An example query is to filter CPU measurement for the last 1 hour for every 1-minute interval and calculate the mean for every window.
from(bucket:"telegraf/autogen") |> range(start:-1h) |> filter(fn:(r) => r._measurement == "cpu" and r.cpu == "cpu-total" ) |> aggregateWindow(every: 1m, fn: mean)
Prometheus
Database and Data Storage
Unlike graphite originally, Prometheus stores in the following format with tags.
api_server_http_requests_total{method="POST",handler="/tracks",status="500",instance="<sample1>"} -> 34
api_server_http_requests_total{method="POST",handler="/tracks",status="500",instance="<sample2>"} -> 28
api_server_http_requests_total{method="POST",handler="/tracks",status="500",instance="<sample3>"} -> 31
Prometheus stores its data in the following format:
./data
├── 01BKGV7JBM69T2G1BGBGM6KB12
│ └── meta.json
├── 01BKGTZQ1SYQJTR4PB43C8PD98
│ ├── chunks
│ │ └── 000001
│ ├── tombstones
│ ├── index
│ └── meta.json
├── 01BKGTZQ1HHWHV8FBJXW1Y3W0K
│ └── meta.json
├── 01BKGV7JC0RY8A6MACW02A2PJD
│ ├── chunks
│ │ └── 000001
│ ├── tombstones
│ ├── index
│ └── meta.json
├── chunks_head
│ └── 000001
└── wal
├── 000000002
└── checkpoint.00000001
└── 00000000
Data is backed in a WAL (just like in InfluxDB).

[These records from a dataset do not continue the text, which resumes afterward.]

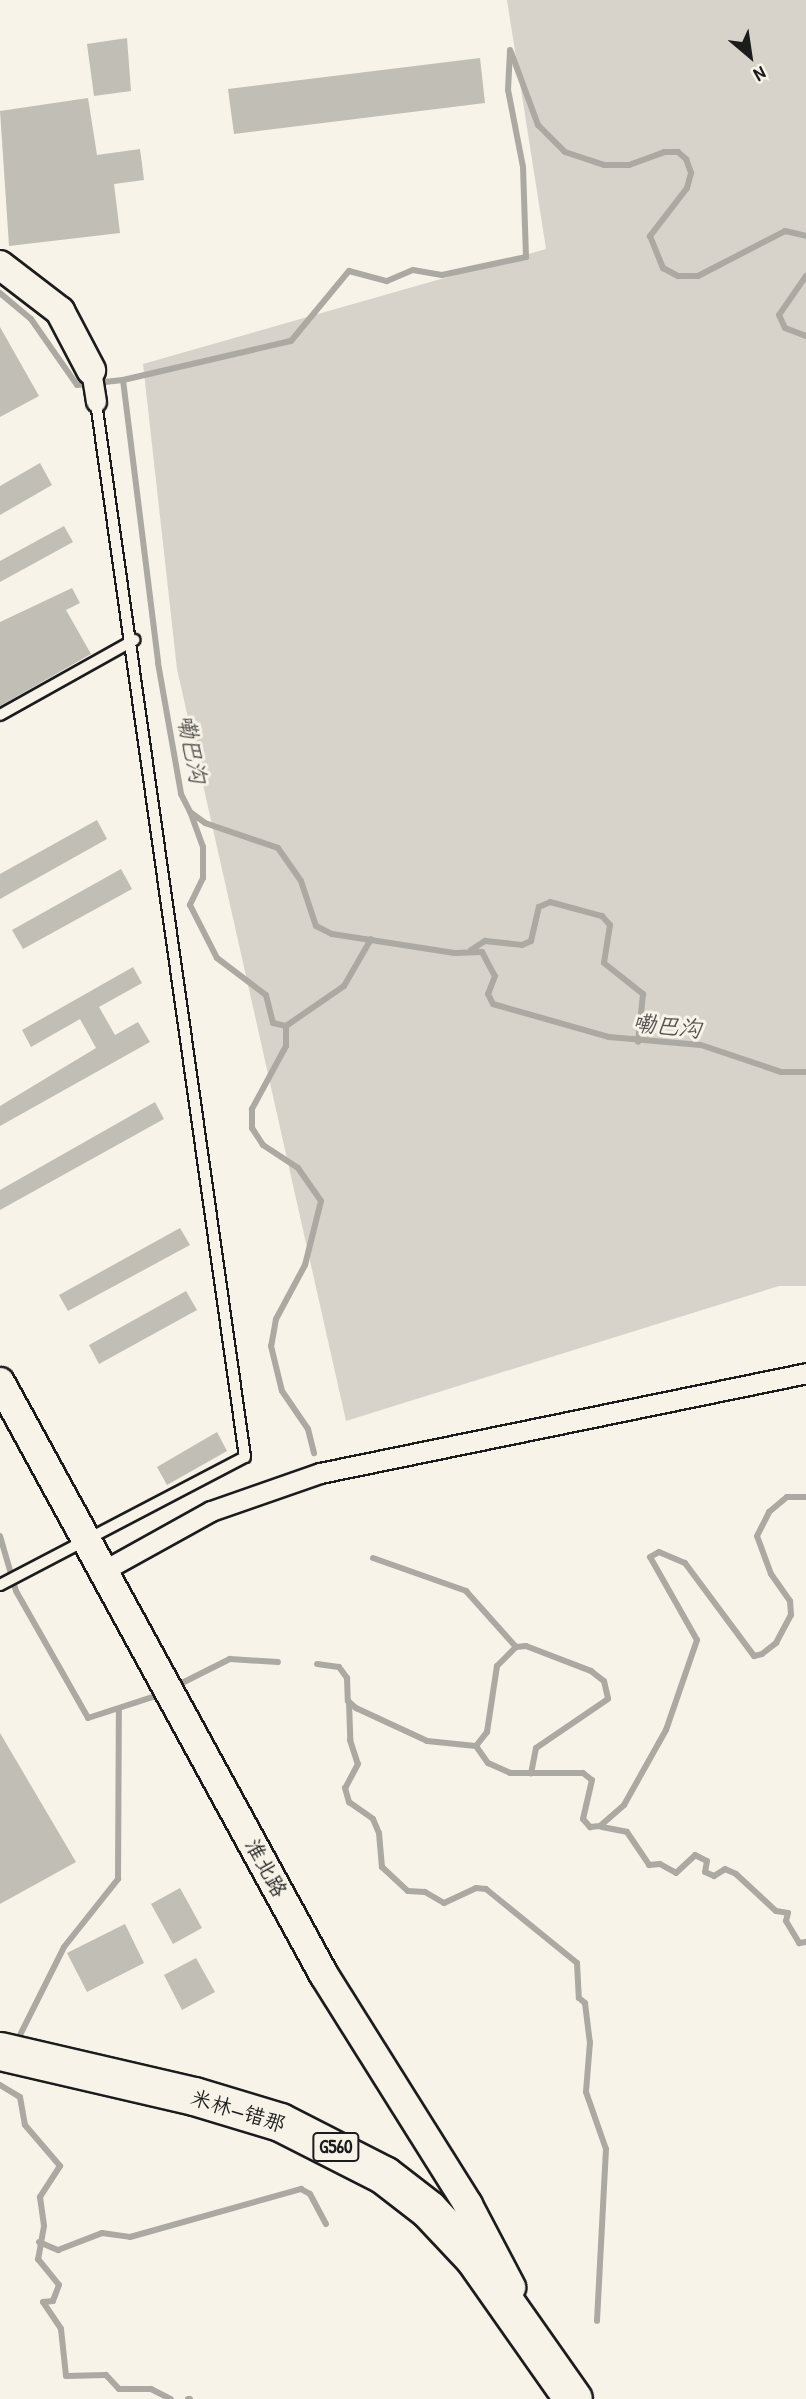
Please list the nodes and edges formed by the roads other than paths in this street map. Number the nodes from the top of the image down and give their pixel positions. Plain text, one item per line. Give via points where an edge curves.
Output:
1 (0, 265) edge
2 (91, 370) joint
3 (96, 402) joint
4 (134, 640) junction
5 (0, 715) edge
6 (806, 1373) edge
7 (0, 1382) edge
8 (87, 1542) junction
9 (101, 1572) junction
10 (0, 1585) edge
11 (0, 2051) edge
12 (543, 2348) junction
13 (573, 2399) edge

1 - 2 street via 60,311
2 - 3 street
3 - 4 lane
4 - 5 lane
4 - 8 lane via 245,1457
6 - 9 street via 320,1473 211,1511
7 - 8 street, 淮北路
8 - 9 street, 淮北路
8 - 10 lane
9 - 12 street, 淮北路 via 324,1975 468,2206
11 - 12 highway, 米林—错那 / G560 via 194,2095 330,2144 428,2209 474,2258
12 - 13 highway, 米林—错那 / G560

As it is an append-only log; it leads to compaction every 2 hours for saving space.
Query language
PromptQL is similar to a functional approach (Like InfluxDB's Flux); with various functions for selectors, functions, operators
PromptQL can also be used inside InfluxDB via Flux. But Flux not being supported in newer versions might lead to the risk of invalid PromptQL queries in the future.
Influx DB vs Prometheus
Scaling
As InfluxDB has a separate storage engine, it is horizontally scalable and decoupled from its storage engine (TSM). While Prometheus follows file-based data persistence, it is vertically scalable or via having a master Prometheus server that can pull data from Slave Prometheus servers.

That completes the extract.